Dans toute la Bible, aucune manifestation de D.ieu n’échappe à cette règle N°1 et N°2 et c’est pourquoi les théophanies mettent en scène Yeshoua Lui-même en tant qu’envoyé de D.ieu par exemple.

 

Personne n’a vu D.ieu dans toute Sa gloire car voir D.ieu ainsi reviendrait à connaître les principes de vie dans toute leur puissance, ce qui nous tuerait certainement de surprise. Or nous ne sommes pas faits pour cela fondamentalement (l’éternité avec D.ieu changera les choses dans une certaine mesure) mais pour magnifier ces principes vivants d’un N°1. Certains enfants de D.ieu – j’ai connu un prophète et un « enseignant » hantés par cette maladie – ont une étrange tendance à vouloir connaître, s’approprier les « secrets » de l’univers des principes de D.ieu. Ce n’est rien d’autre qu’une manifestation d’orgueil et un manque de pudeur et de respect pour un D.ieu habité Lui-même d’une certaine façon de pudeur face à nous et concernant Ses principes de vie et de manifestation.

 

Tout ne nous est pas révélé concernant D.ieu ! Il y a des aspects de la divinité qui, j’en suis convaincu, nous sont voilés aujourd’hui.

 

Savez-vous à quoi vous pouvez savoir qu’une relation avec quelqu’un est vraiment bénie, protégée, voulue par D.ieu ? C’est lorsque subsiste entre vous et l’autre une zone toujours inaccessible, signe du respect mutuel et d’une certaine pudeur. Entre mon épouse et moi ce curieux espace que nous nommerons, faute d’autres mots, « manque de connaissance » de l’autre, cette ultime et délicate marche d’un escalier d’accès à l’autre, demeure toujours mystérieusement infranchie et c’est ce qui nous pousse toujours plus à aller l’un vers l’autre et à nous aimer davantage. Lorsque « tout est dit » entre deux êtres, c’est le signe que D.ieu n’était pas présent dans l’initiation de cette relation. La vraie connaissance de l’autre, le vrai amour, n’est jamais consommation de l’autre mais marche dans son mystère.

 

Revenons à nos N°2. Fait extraordinaire, c’est dans la disponibilité innocente et pure de cœur restaurée en Yeshoua que nous pouvons vivre cet état de perfection relationnelle en tant que N°2 et avoir une révélation partielle en rapport exact avec notre mission terrestre.

 

« Je vous le dis en vérité, si vous ne vous convertissez et si vous ne devenez comme les petits enfants, vous n’entrerez pas dans le royaume des cieux.

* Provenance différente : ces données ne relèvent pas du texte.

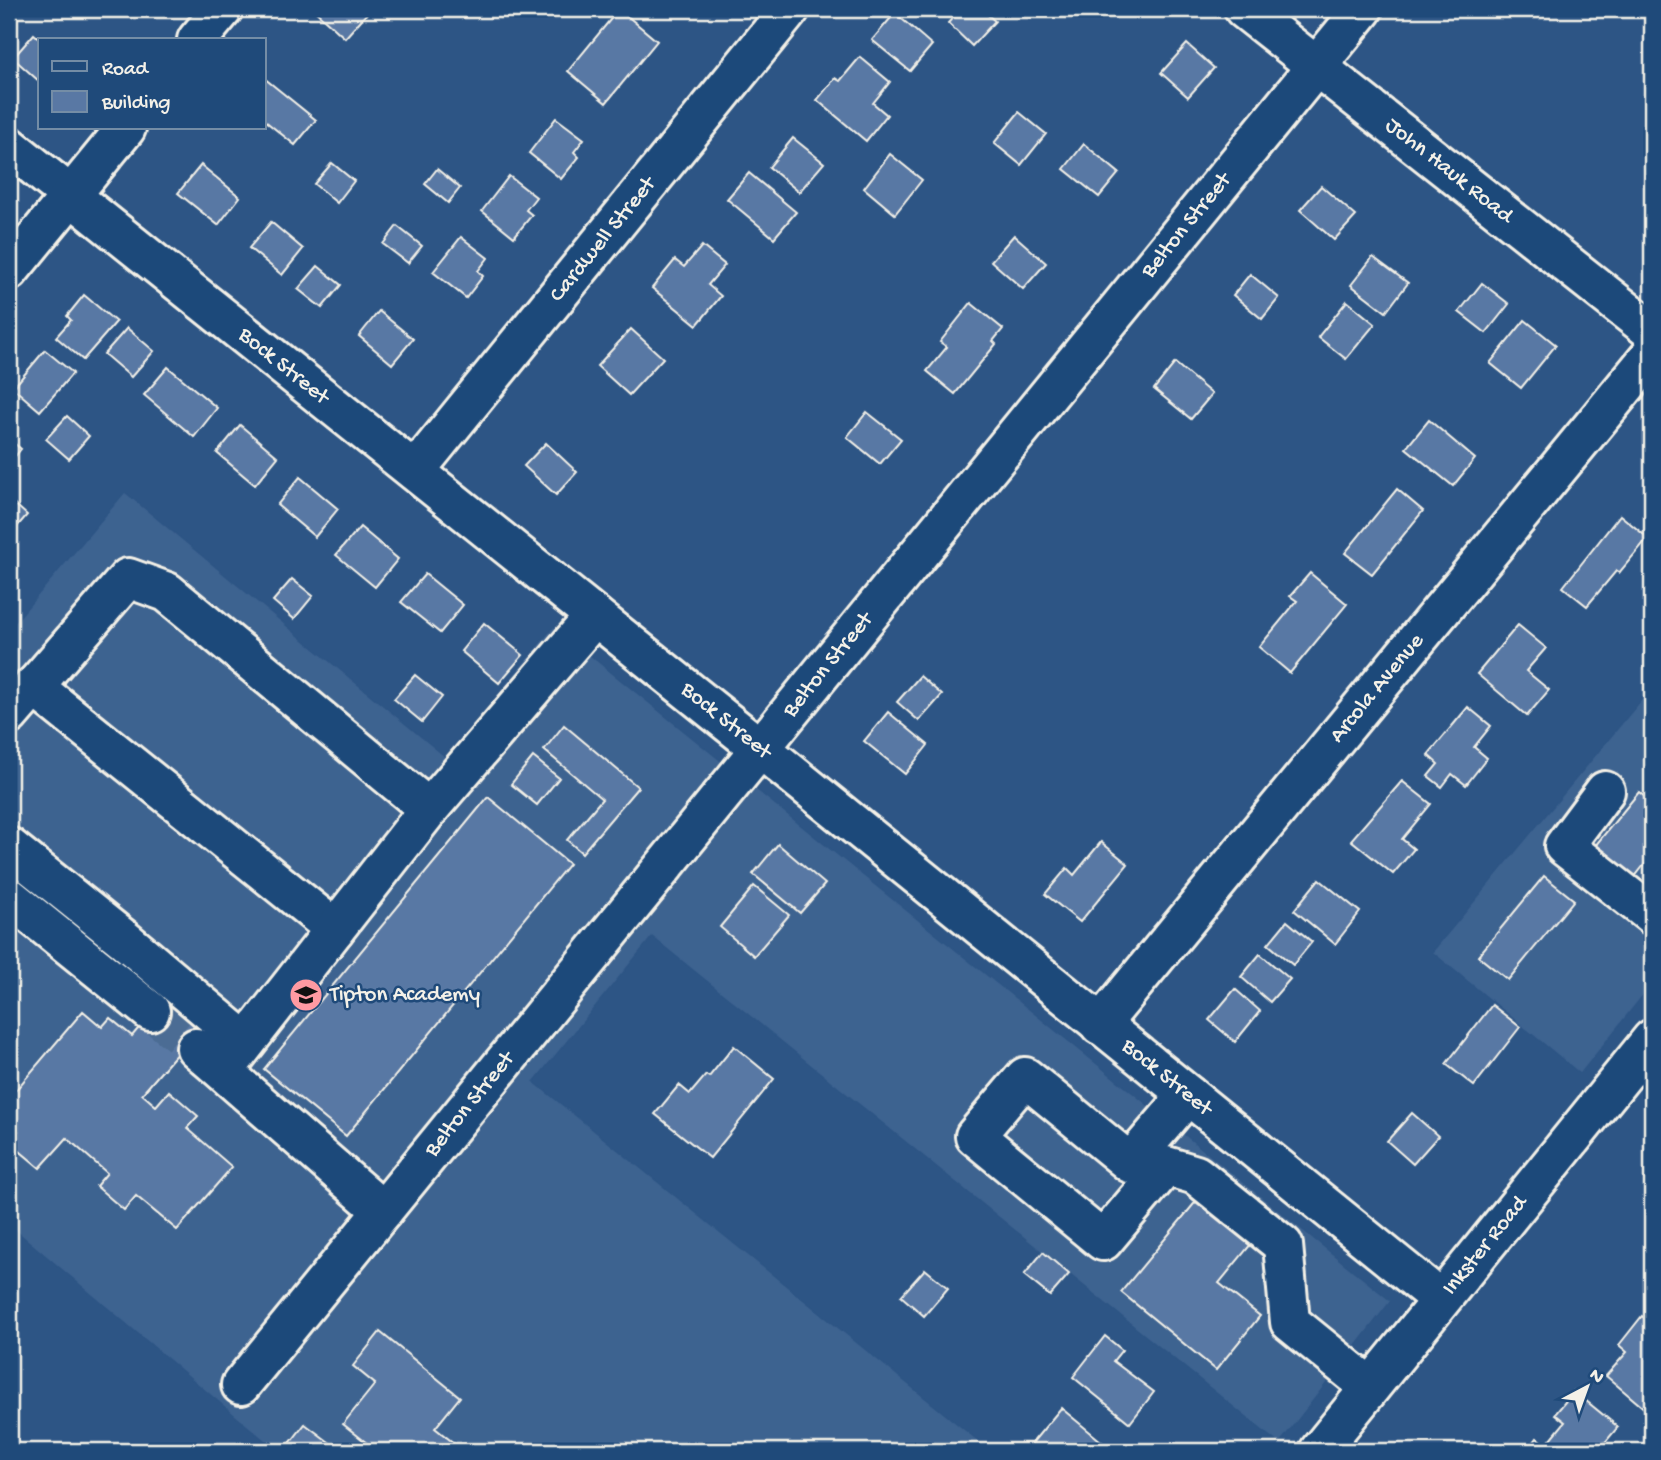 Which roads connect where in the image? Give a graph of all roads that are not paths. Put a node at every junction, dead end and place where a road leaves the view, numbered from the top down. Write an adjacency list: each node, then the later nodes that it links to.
1 (223, 9): 5 (street)
2 (790, 9): 13 (street, Cardwell Street)
3 (1244, 9): 6 (street, John Hauk Road)
4 (1363, 9): 6 (street, Belton Street)
5 (199, 38)
6 (1316, 66): 11 (street, John Hauk Road); 17 (street, Belton Street)
7 (124, 130): 9 (street)
8 (9, 146): 9 (street, Bock Street)
9 (70, 195): 10 (street); 13 (street, Bock Street)
10 (9, 271)
11 (1652, 331)
12 (1652, 354): 25 (street, Arcola Avenue)
13 (415, 471): 14 (street, Bock Street)
14 (595, 616): 17 (street, Bock Street); 19 (street)
15 (33, 687): 16 (street); 19 (street); 23 (street)
16 (9, 715)
17 (761, 749): 25 (street, Bock Street); 29 (street, Belton Street)
18 (1605, 791): 22 (street)
19 (429, 809): 23 (street)
20 (9, 847): 27 (street)
21 (9, 897): 24 (street)
22 (1652, 915)
23 (335, 929): 27 (street)
24 (150, 1011)
25 (1100, 1025): 28 (street, Bock Street)
26 (1652, 1039): 30 (street, Inkster Road)
27 (222, 1054): 29 (street)
28 (1188, 1095): 30 (street, Bock Street); 32 (street)
29 (383, 1211): 31 (street, Belton Street)
30 (1440, 1299): 32 (street, Inkster Road)
31 (241, 1385)
32 (1370, 1387): 33 (street, Inkster Road)
33 (1319, 1451) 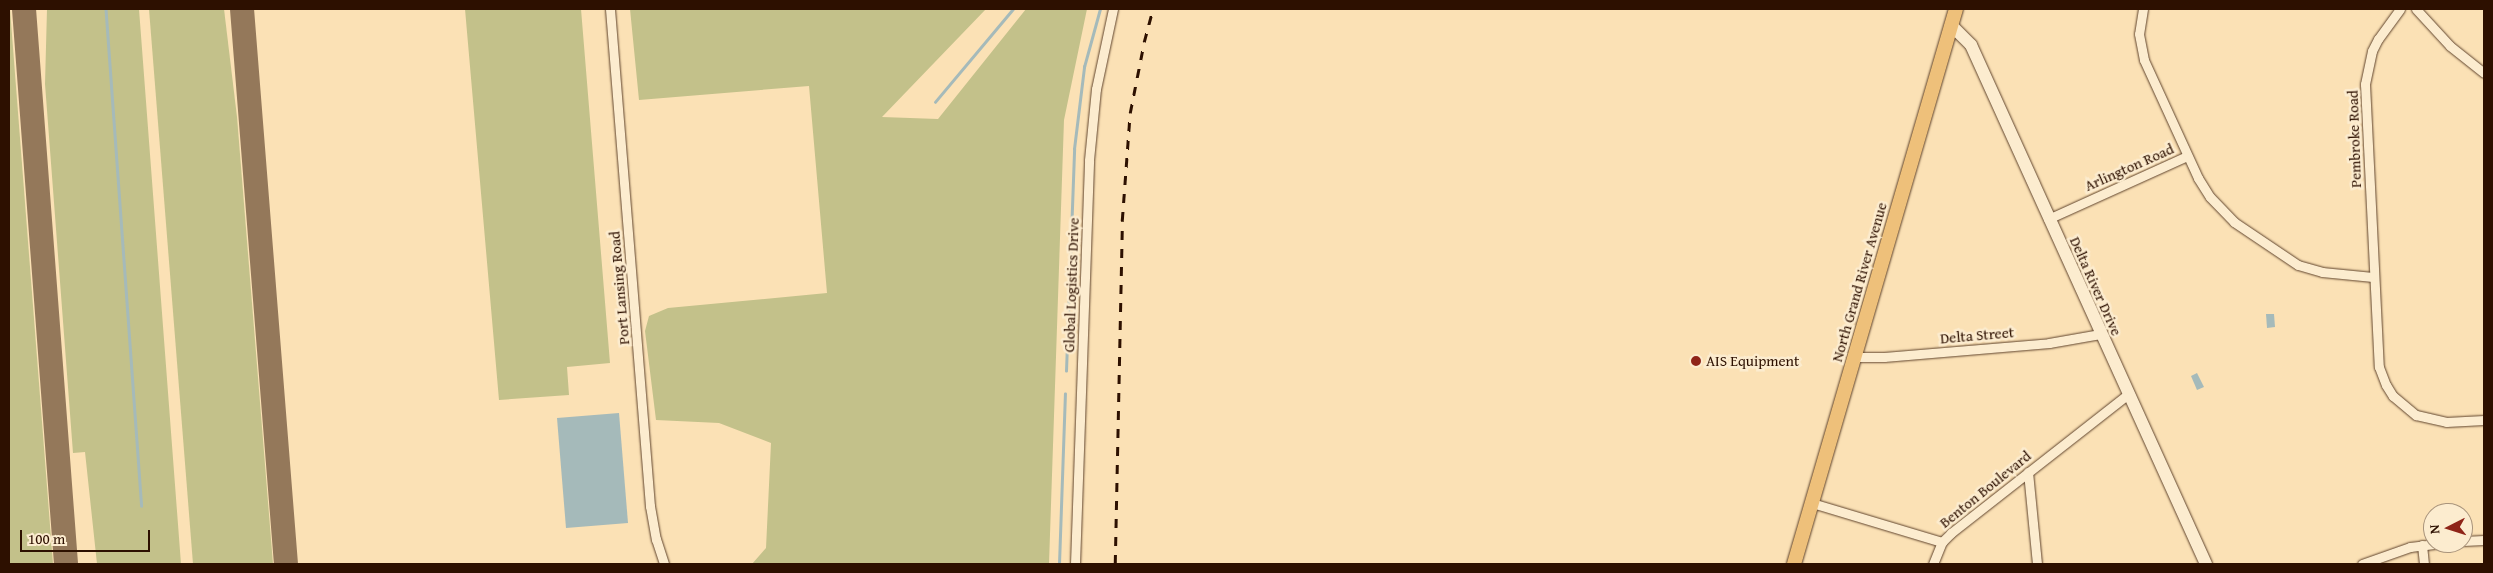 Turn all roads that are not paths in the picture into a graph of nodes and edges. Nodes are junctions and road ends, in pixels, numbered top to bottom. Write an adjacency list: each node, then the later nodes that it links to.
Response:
1 (610, 9): 20 (street, Port Lansing Road)
2 (1113, 9): 21 (street, Global Logistics Drive)
3 (1956, 9): 7 (main road, North Grand River Avenue)
4 (2144, 9): 9 (street)
5 (2400, 9): 11 (street, Pembroke Road)
6 (2416, 9): 8 (street)
7 (1951, 25): 10 (street, Delta River Drive); 13 (main road, North Grand River Avenue)
8 (2484, 74)
9 (2187, 156): 10 (street, Arlington Road); 11 (street, Arlington Road)
10 (2048, 219): 12 (street, Delta River Drive)
11 (2373, 277): 15 (street)
12 (2100, 334): 13 (street, Delta Street); 14 (street, Delta River Drive)
13 (1854, 357): 17 (main road, North Grand River Avenue)
14 (2128, 394): 16 (street, Benton Boulevard); 25 (street, Delta River Drive)
15 (2484, 420)
16 (2028, 472): 18 (street, Benton Boulevard); 24 (street)
17 (1812, 503): 18 (street, Benton Boulevard); 22 (main road, North Grand River Avenue)
18 (1942, 542): 23 (street)
19 (2422, 545): 26 (street); 27 (street)
20 (664, 564)
21 (1075, 564)
22 (1794, 564)
23 (1933, 564)
24 (2037, 564)
25 (2206, 564)
26 (2362, 564)
27 (2424, 564)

C’est pourquoi, quiconque se rendra humble comme ce petit enfant sera le plus grand dans le royaume des cieux. Et quiconque reçoit en mon nom un petit enfant comme celui-ci, me reçoit moi-même » Matthieu 18 : 3, 4 et 5. Lisons encore le remarquable et plein de lumière verset 10 : « Gardez-vous de mépriser un seul de ces petits ; car je vous dis que leurs anges dans les cieux voient continuellement la face de mon Père qui est dans les cieux ! » Si cela est, quel en est le résultat dans l’âme et l’esprit de ces petits ? Comprenons-nous mieux ce que signifie se convertir et redevenir comme des enfants ?

 

Conclusion : on n’accède pas, on n’accède jamais ou alors de façon bien illusoire, aux richesses et aux profondeurs du royaume des cieux par la spéculation intellectuelle mais toujours au travers d’un esprit de révélation que D.ieu accorde aux cœurs disponibles (les enfants savent et se taisent, les adultes ne savent plus rien et parlent beaucoup trop pour ne  rien dire!).

 

Autre conclusion : Yeshoua nous montre le chemin à suivre et s’identifie Lui-même à un enfant innocent, c’est-à-dire à un pur N°2.

 

Autre conclusion : c’est encore, je me répète, un signe d’amour immense de la part de D.ieu que de se dérober à nos regards afin que nous n’en périssions pas. Il y a là aussi toute la marque d’un respect  à l’égard de l’univers créé, de tout ce qui est N°2 et la marque d’une humilité aimante accompagnée de pudeur à notre égard que l’on trouve dans le cœur de D.ieu Lui-même. Et de même qu’un homme digne de ce nom ne massacre pas autrui, son épouse par exemple, avec ses principes d’autorité ou de connaissance mais se donne, partage ces principes dans un don de soi aimant et patient, conformément à Ephésiens 5 : 25 à 33,  D.ieu est et agit aussi de cette façon. Voici un argument de taille pour ceux qui osent reprocher à D.ieu son apparente « absence » alors que notre vie même est le signe évident de Sa présence certaine. Devenons des N°2 en plénitude et nous éprouverons jusqu’à en défaillir de bonheur Sa présence.

 

Lisons Ephésiens 5 : 25 à 33 : « Maris, aimez vos femmes, comme Christ a aimé l’Eglise, et s’est livré Lui-même pour elle, afin de la sanctifier par la Parole, après l’avoir purifiée par le baptême d’eau, afin de faire paraître devant Lui cette Eglise glorieuse, sans tache, ni ride, ni rien de semblable, mais sainte et irrépréhensible. C’est ainsi que les maris doivent aimer leurs femmes comme leurs propres corps. Celui qui aime sa femme s’aime lui-même. Car jamais personne n’a haï sa propre chair, mais il la nourrit et en prend soin, comme Christ le fait pour l’Eglise, parce que nous sommes membres de Son corps. C’est pourquoi l’homme quittera son père et sa mère, et s’attachera à sa femme, et les deux deviendront une seule chair. Ce mystère est grand ; je dis cela par rapport à Christ et à l’Eglise. Du reste, que chacun de vous aime sa femme comme lui-même, et que la femme respecte son mari ».        

 

N° 1 et N° 2 sont donc de manière irréductible liés l’un à l’autre pour la venue au jour d’un projet  ou d’une vie.

 

Voyons  le plan du don de la vie physique.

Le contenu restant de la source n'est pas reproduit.